_ABOUT THIS EXERCISE:_ Print every line of the material below exactly as it stands, but omit the pictures.

§

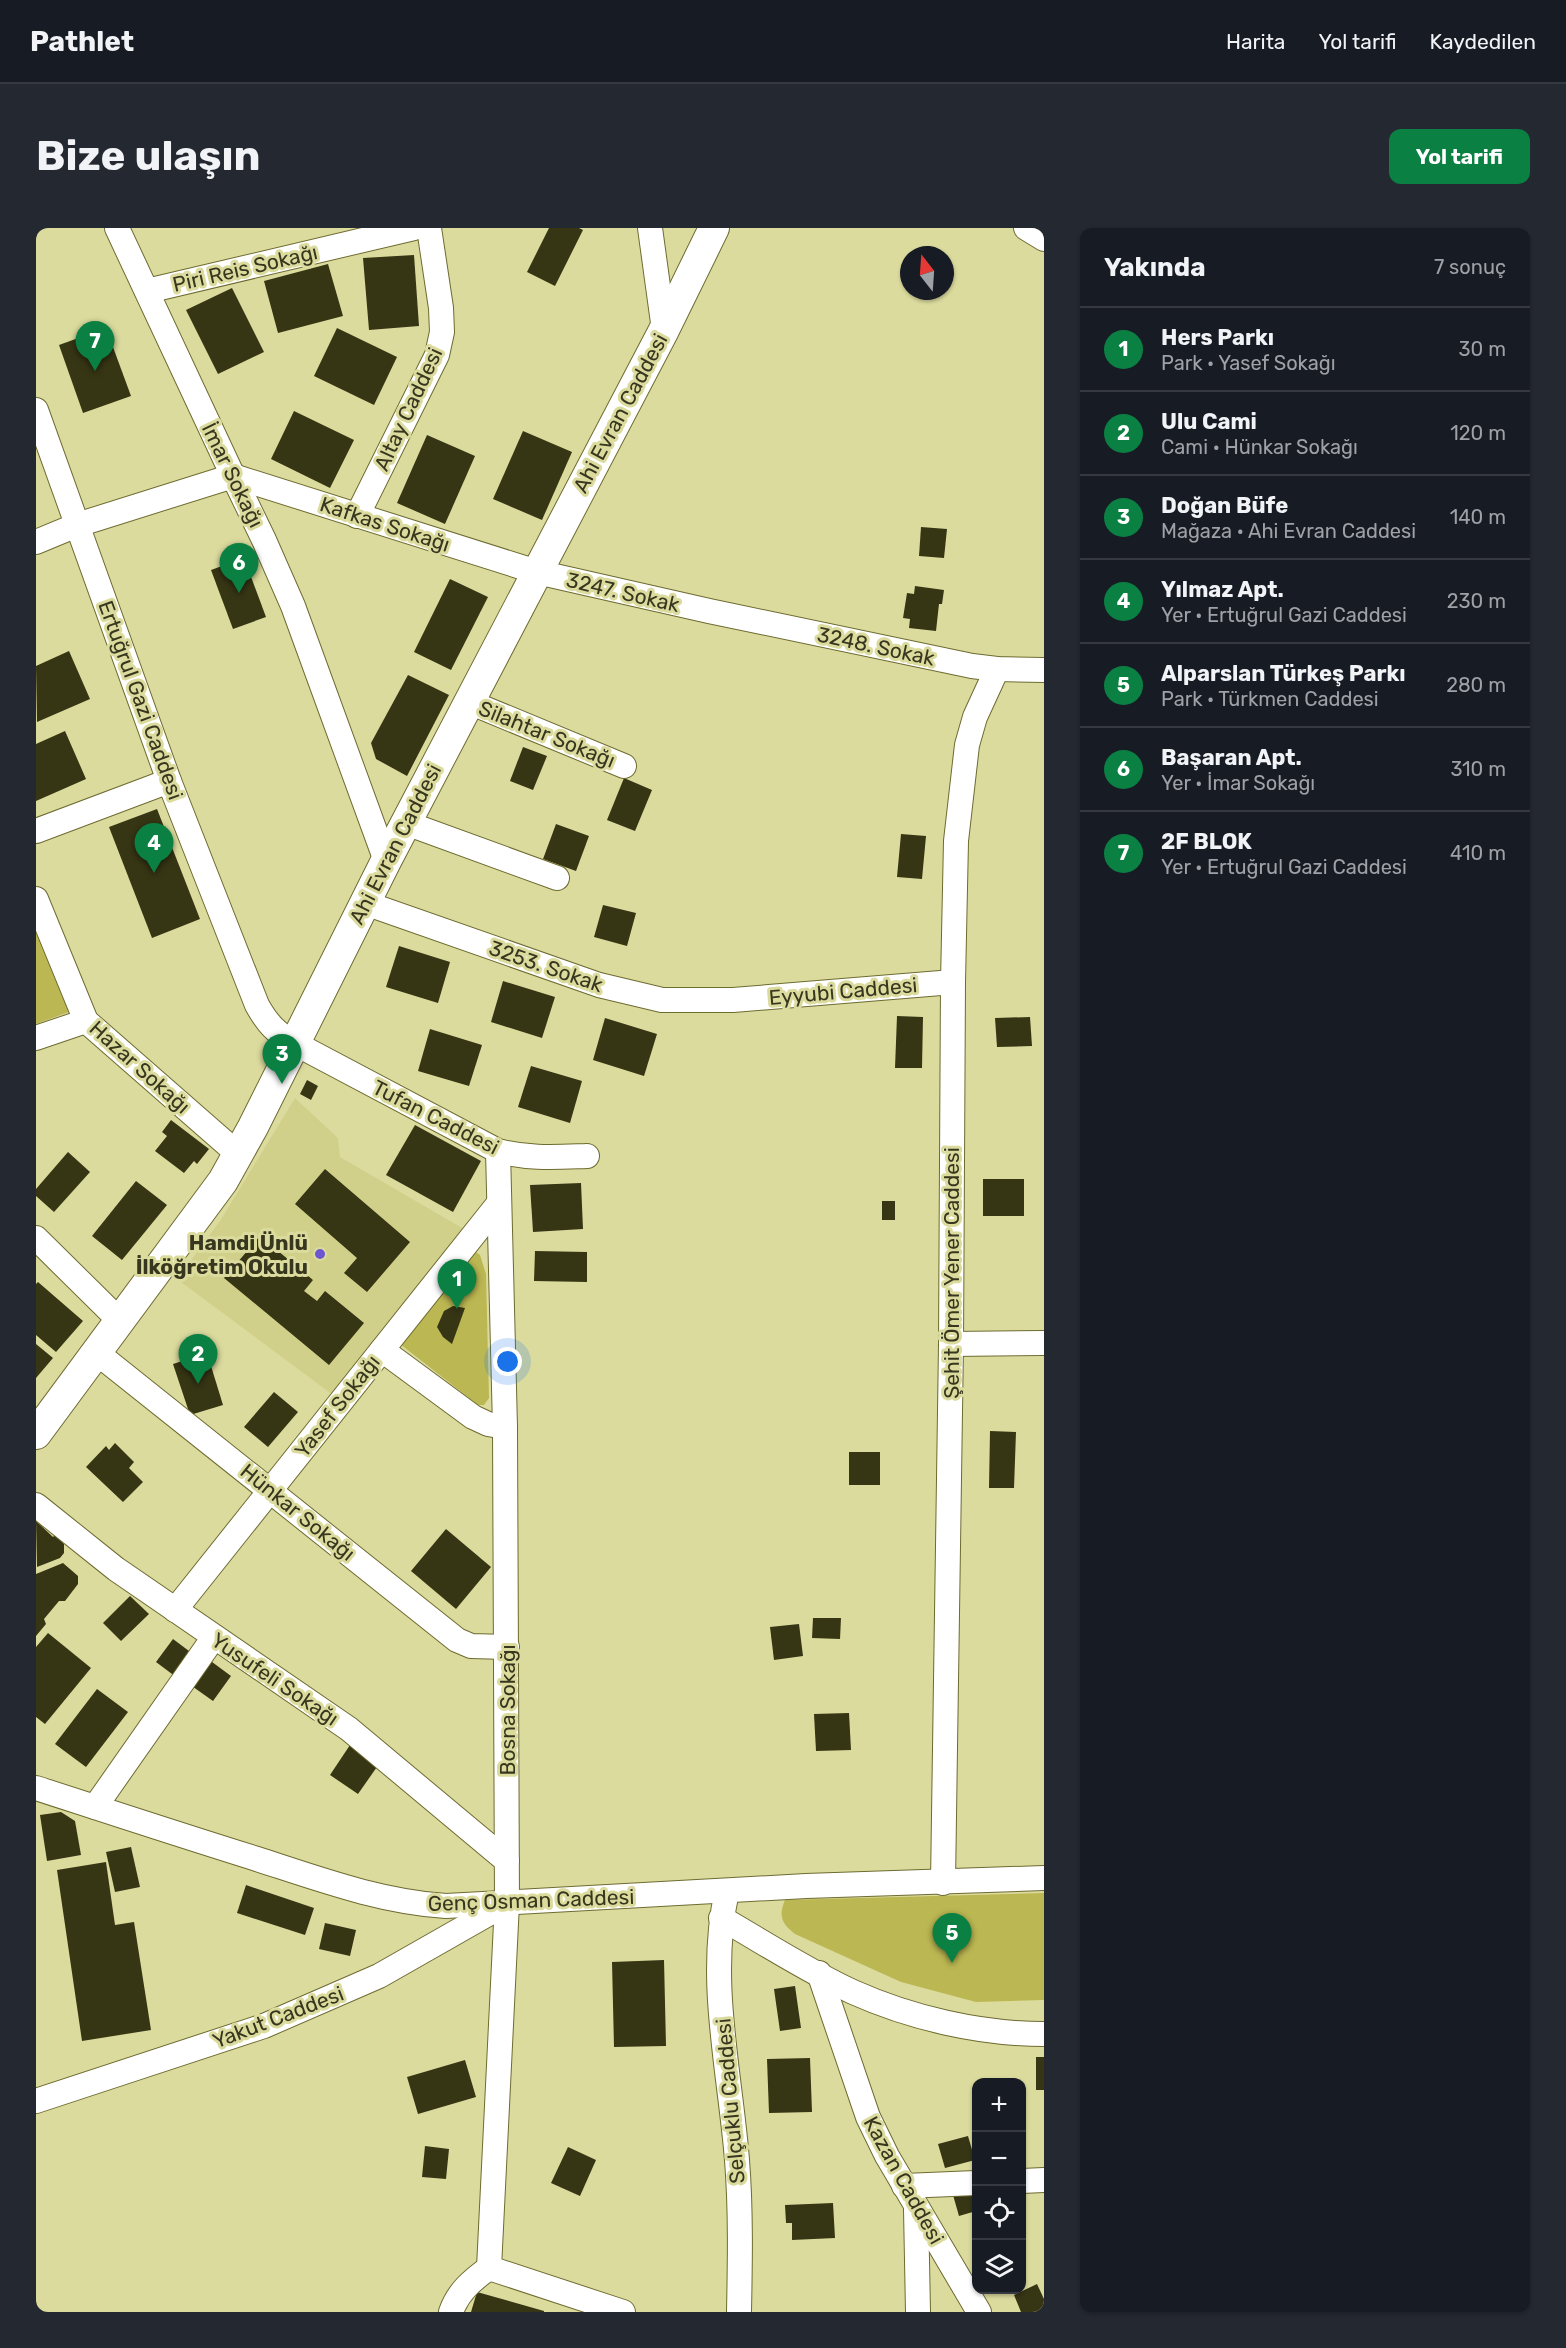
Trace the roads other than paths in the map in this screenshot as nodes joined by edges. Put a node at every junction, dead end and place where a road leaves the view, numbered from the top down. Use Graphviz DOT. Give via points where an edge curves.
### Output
graph roads {
  1 [pos="117,228"];
  2 [pos="414,228"];
  3 [pos="429,228"];
  4 [pos="650,228"];
  5 [pos="714,228"];
  6 [pos="1026,228"];
  7 [pos="1044,239"];
  8 [pos="147,291"];
  9 [pos="664,330"];
  10 [pos="36,410"];
  11 [pos="232,476"];
  12 [pos="357,516"];
  13 [pos="77,525"];
  14 [pos="36,542"];
  15 [pos="537,573"];
  16 [pos="708,611"];
  17 [pos="997,669"];
  18 [pos="1044,670"];
  19 [pos="469,702"];
  20 [pos="624,766"];
  21 [pos="169,781"];
  22 [pos="406,823"];
  23 [pos="36,831"];
  24 [pos="386,861"];
  25 [pos="557,878"];
  26 [pos="36,899"];
  27 [pos="364,903"];
  28 [pos="953,981"];
  29 [pos="734,1000"];
  30 [pos="86,1021"];
  31 [pos="36,1038"];
  32 [pos="294,1042"];
  33 [pos="498,1151"];
  34 [pos="238,1154"];
  35 [pos="587,1156"];
  36 [pos="499,1203"];
  37 [pos="36,1238"];
  38 [pos="120,1321"];
  39 [pos="1044,1343"];
  40 [pos="951,1344"];
  41 [pos="382,1350"];
  42 [pos="97,1353"];
  43 [pos="505,1427"];
  44 [pos="36,1434"];
  45 [pos="271,1490"];
  46 [pos="36,1505"];
  47 [pos="175,1610"];
  48 [pos="214,1637"];
  49 [pos="507,1647"];
  50 [pos="36,1788"];
  51 [pos="94,1807"];
  52 [pos="507,1861"];
  53 [pos="1044,1878"];
  54 [pos="943,1883"];
  55 [pos="727,1891"];
  56 [pos="507,1903"];
  57 [pos="721,1918"];
  58 [pos="819,1973"];
  59 [pos="1044,2034"];
  60 [pos="36,2101"];
  61 [pos="1044,2180"];
  62 [pos="1026,2181"];
  63 [pos="972,2183"];
  64 [pos="904,2186"];
  65 [pos="916,2208"];
  66 [pos="489,2268"];
  67 [pos="451,2312"];
  68 [pos="622,2312"];
  69 [pos="740,2312"];
  70 [pos="918,2312"];
  71 [pos="980,2312"];
  1 -- 8 [label="street, İmar Sokağı"];
  2 -- 8 [label="street, Piri Reis Sokağı"];
  3 -- 12 [label="street, Altay Caddesi" via="441,308 442,332 437,355"];
  4 -- 9 [label="street"];
  5 -- 9 [label="main road, Ahi Evran Caddesi"];
  6 -- 7 [label="street"];
  8 -- 11 [label="street, İmar Sokağı"];
  9 -- 15 [label="main road, Ahi Evran Caddesi"];
  10 -- 13 [label="street, Ertuğrul Gazi Caddesi"];
  11 -- 12 [label="street, Kafkas Sokağı"];
  11 -- 13 [label="street"];
  11 -- 24 [label="street, İmar Sokağı" via="294,606"];
  12 -- 15 [label="street, Kafkas Sokağı"];
  13 -- 14 [label="street"];
  13 -- 21 [label="street, Ertuğrul Gazi Caddesi"];
  15 -- 16 [label="street, 3247. Sokak"];
  15 -- 19 [label="main road, Ahi Evran Caddesi"];
  16 -- 17 [label="street, 3248. Sokak"];
  17 -- 18 [label="street, 3248. Sokak"];
  17 -- 28 [label="street, Şehit Ömer Yener Caddesi" via="975,717 961,787"];
  19 -- 20 [label="street, Silahtar Sokağı"];
  19 -- 22 [label="main road, Ahi Evran Caddesi"];
  21 -- 23 [label="street"];
  21 -- 32 [label="street, Ertuğrul Gazi Caddesi" via="257,1005 268,1024"];
  22 -- 24 [label="main road, Ahi Evran Caddesi"];
  22 -- 25 [label="street"];
  24 -- 27 [label="main road, Ahi Evran Caddesi"];
  26 -- 30 [label="street, Hazar Sokağı"];
  27 -- 29 [label="street, 3253. Sokak" via="599,985 662,1000"];
  27 -- 32 [label="main road, Ahi Evran Caddesi"];
  28 -- 29 [label="street, Eyyubi Caddesi"];
  28 -- 40 [label="street, Şehit Ömer Yener Caddesi"];
  30 -- 31 [label="street"];
  30 -- 34 [label="street, Hazar Sokağı"];
  32 -- 33 [label="street, Tufan Caddesi"];
  32 -- 34 [label="main road, Ahi Evran Caddesi"];
  33 -- 35 [label="street, Tufan Caddesi" via="519,1157"];
  33 -- 36 [label="street, Bosna Sokağı"];
  34 -- 38 [label="main road, Ahi Evran Caddesi" via="206,1207"];
  36 -- 41 [label="street, Yasef Sokağı"];
  36 -- 43 [label="street, Bosna Sokağı"];
  37 -- 38 [label="street"];
  38 -- 42 [label="main road, Ahi Evran Caddesi"];
  39 -- 40 [label="street"];
  40 -- 54 [label="street, Şehit Ömer Yener Caddesi"];
  41 -- 43 [label="street" via="473,1417"];
  41 -- 45 [label="street, Yasef Sokağı"];
  42 -- 44 [label="main road, Ahi Evran Caddesi"];
  42 -- 45 [label="street, Hünkar Sokağı"];
  43 -- 49 [label="street, Bosna Sokağı"];
  45 -- 47 [label="street, Yasef Sokağı"];
  45 -- 49 [label="street, Hünkar Sokağı" via="456,1640 471,1646"];
  46 -- 47 [label="street, Yusufeli Sokağı"];
  47 -- 48 [label="street, Yusufeli Sokağı"];
  48 -- 51 [label="street"];
  48 -- 52 [label="street, Yusufeli Sokağı" via="349,1729"];
  49 -- 52 [label="street, Bosna Sokağı"];
  50 -- 51 [label="street, Genç Osman Caddesi"];
  51 -- 56 [label="street, Genç Osman Caddesi" via="414,1904"];
  52 -- 56 [label="street, Bosna Sokağı"];
  53 -- 54 [label="street, Genç Osman Caddesi"];
  54 -- 55 [label="street, Genç Osman Caddesi"];
  55 -- 56 [label="street, Genç Osman Caddesi"];
  55 -- 57 [label="street, Selçuklu Caddesi"];
  56 -- 60 [label="street, Yakut Caddesi" via="379,1976 273,2022"];
  56 -- 66 [label="street, Bosna Sokağı"];
  57 -- 58 [label="street"];
  57 -- 69 [label="street, Selçuklu Caddesi" via="721,2013 737,2160"];
  58 -- 59 [label="street" via="851,1991 921,2016 979,2028"];
  58 -- 64 [label="street, Kazan Caddesi" via="868,2117"];
  61 -- 62 [label="street"];
  63 -- 64 [label="street"];
  64 -- 65 [label="street, Kazan Caddesi"];
  65 -- 70 [label="street"];
  65 -- 71 [label="street, Kazan Caddesi"];
  66 -- 67 [label="street" via="470,2283"];
  66 -- 68 [label="street"];
}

§

_THE COMPLETED TASK:_
Trace the roads other than paths in the map in this screenshot as nodes joined by edges. Put a node at every junction, dead end and place where a road leaves the view, numbered from the top down. Use Graphviz DOT. Give via points where an edge curves.
### Output
graph roads {
  1 [pos="117,228"];
  2 [pos="414,228"];
  3 [pos="429,228"];
  4 [pos="650,228"];
  5 [pos="714,228"];
  6 [pos="1026,228"];
  7 [pos="1044,239"];
  8 [pos="147,291"];
  9 [pos="664,330"];
  10 [pos="36,410"];
  11 [pos="232,476"];
  12 [pos="357,516"];
  13 [pos="77,525"];
  14 [pos="36,542"];
  15 [pos="537,573"];
  16 [pos="708,611"];
  17 [pos="997,669"];
  18 [pos="1044,670"];
  19 [pos="469,702"];
  20 [pos="624,766"];
  21 [pos="169,781"];
  22 [pos="406,823"];
  23 [pos="36,831"];
  24 [pos="386,861"];
  25 [pos="557,878"];
  26 [pos="36,899"];
  27 [pos="364,903"];
  28 [pos="953,981"];
  29 [pos="734,1000"];
  30 [pos="86,1021"];
  31 [pos="36,1038"];
  32 [pos="294,1042"];
  33 [pos="498,1151"];
  34 [pos="238,1154"];
  35 [pos="587,1156"];
  36 [pos="499,1203"];
  37 [pos="36,1238"];
  38 [pos="120,1321"];
  39 [pos="1044,1343"];
  40 [pos="951,1344"];
  41 [pos="382,1350"];
  42 [pos="97,1353"];
  43 [pos="505,1427"];
  44 [pos="36,1434"];
  45 [pos="271,1490"];
  46 [pos="36,1505"];
  47 [pos="175,1610"];
  48 [pos="214,1637"];
  49 [pos="507,1647"];
  50 [pos="36,1788"];
  51 [pos="94,1807"];
  52 [pos="507,1861"];
  53 [pos="1044,1878"];
  54 [pos="943,1883"];
  55 [pos="727,1891"];
  56 [pos="507,1903"];
  57 [pos="721,1918"];
  58 [pos="819,1973"];
  59 [pos="1044,2034"];
  60 [pos="36,2101"];
  61 [pos="1044,2180"];
  62 [pos="1026,2181"];
  63 [pos="972,2183"];
  64 [pos="904,2186"];
  65 [pos="916,2208"];
  66 [pos="489,2268"];
  67 [pos="451,2312"];
  68 [pos="622,2312"];
  69 [pos="740,2312"];
  70 [pos="918,2312"];
  71 [pos="980,2312"];
  1 -- 8 [label="street, İmar Sokağı"];
  2 -- 8 [label="street, Piri Reis Sokağı"];
  3 -- 12 [label="street, Altay Caddesi" via="441,308 442,332 437,355"];
  4 -- 9 [label="street"];
  5 -- 9 [label="main road, Ahi Evran Caddesi"];
  6 -- 7 [label="street"];
  8 -- 11 [label="street, İmar Sokağı"];
  9 -- 15 [label="main road, Ahi Evran Caddesi"];
  10 -- 13 [label="street, Ertuğrul Gazi Caddesi"];
  11 -- 12 [label="street, Kafkas Sokağı"];
  11 -- 13 [label="street"];
  11 -- 24 [label="street, İmar Sokağı" via="294,606"];
  12 -- 15 [label="street, Kafkas Sokağı"];
  13 -- 14 [label="street"];
  13 -- 21 [label="street, Ertuğrul Gazi Caddesi"];
  15 -- 16 [label="street, 3247. Sokak"];
  15 -- 19 [label="main road, Ahi Evran Caddesi"];
  16 -- 17 [label="street, 3248. Sokak"];
  17 -- 18 [label="street, 3248. Sokak"];
  17 -- 28 [label="street, Şehit Ömer Yener Caddesi" via="975,717 961,787"];
  19 -- 20 [label="street, Silahtar Sokağı"];
  19 -- 22 [label="main road, Ahi Evran Caddesi"];
  21 -- 23 [label="street"];
  21 -- 32 [label="street, Ertuğrul Gazi Caddesi" via="257,1005 268,1024"];
  22 -- 24 [label="main road, Ahi Evran Caddesi"];
  22 -- 25 [label="street"];
  24 -- 27 [label="main road, Ahi Evran Caddesi"];
  26 -- 30 [label="street, Hazar Sokağı"];
  27 -- 29 [label="street, 3253. Sokak" via="599,985 662,1000"];
  27 -- 32 [label="main road, Ahi Evran Caddesi"];
  28 -- 29 [label="street, Eyyubi Caddesi"];
  28 -- 40 [label="street, Şehit Ömer Yener Caddesi"];
  30 -- 31 [label="street"];
  30 -- 34 [label="street, Hazar Sokağı"];
  32 -- 33 [label="street, Tufan Caddesi"];
  32 -- 34 [label="main road, Ahi Evran Caddesi"];
  33 -- 35 [label="street, Tufan Caddesi" via="519,1157"];
  33 -- 36 [label="street, Bosna Sokağı"];
  34 -- 38 [label="main road, Ahi Evran Caddesi" via="206,1207"];
  36 -- 41 [label="street, Yasef Sokağı"];
  36 -- 43 [label="street, Bosna Sokağı"];
  37 -- 38 [label="street"];
  38 -- 42 [label="main road, Ahi Evran Caddesi"];
  39 -- 40 [label="street"];
  40 -- 54 [label="street, Şehit Ömer Yener Caddesi"];
  41 -- 43 [label="street" via="473,1417"];
  41 -- 45 [label="street, Yasef Sokağı"];
  42 -- 44 [label="main road, Ahi Evran Caddesi"];
  42 -- 45 [label="street, Hünkar Sokağı"];
  43 -- 49 [label="street, Bosna Sokağı"];
  45 -- 47 [label="street, Yasef Sokağı"];
  45 -- 49 [label="street, Hünkar Sokağı" via="456,1640 471,1646"];
  46 -- 47 [label="street, Yusufeli Sokağı"];
  47 -- 48 [label="street, Yusufeli Sokağı"];
  48 -- 51 [label="street"];
  48 -- 52 [label="street, Yusufeli Sokağı" via="349,1729"];
  49 -- 52 [label="street, Bosna Sokağı"];
  50 -- 51 [label="street, Genç Osman Caddesi"];
  51 -- 56 [label="street, Genç Osman Caddesi" via="414,1904"];
  52 -- 56 [label="street, Bosna Sokağı"];
  53 -- 54 [label="street, Genç Osman Caddesi"];
  54 -- 55 [label="street, Genç Osman Caddesi"];
  55 -- 56 [label="street, Genç Osman Caddesi"];
  55 -- 57 [label="street, Selçuklu Caddesi"];
  56 -- 60 [label="street, Yakut Caddesi" via="379,1976 273,2022"];
  56 -- 66 [label="street, Bosna Sokağı"];
  57 -- 58 [label="street"];
  57 -- 69 [label="street, Selçuklu Caddesi" via="721,2013 737,2160"];
  58 -- 59 [label="street" via="851,1991 921,2016 979,2028"];
  58 -- 64 [label="street, Kazan Caddesi" via="868,2117"];
  61 -- 62 [label="street"];
  63 -- 64 [label="street"];
  64 -- 65 [label="street, Kazan Caddesi"];
  65 -- 70 [label="street"];
  65 -- 71 [label="street, Kazan Caddesi"];
  66 -- 67 [label="street" via="470,2283"];
  66 -- 68 [label="street"];
}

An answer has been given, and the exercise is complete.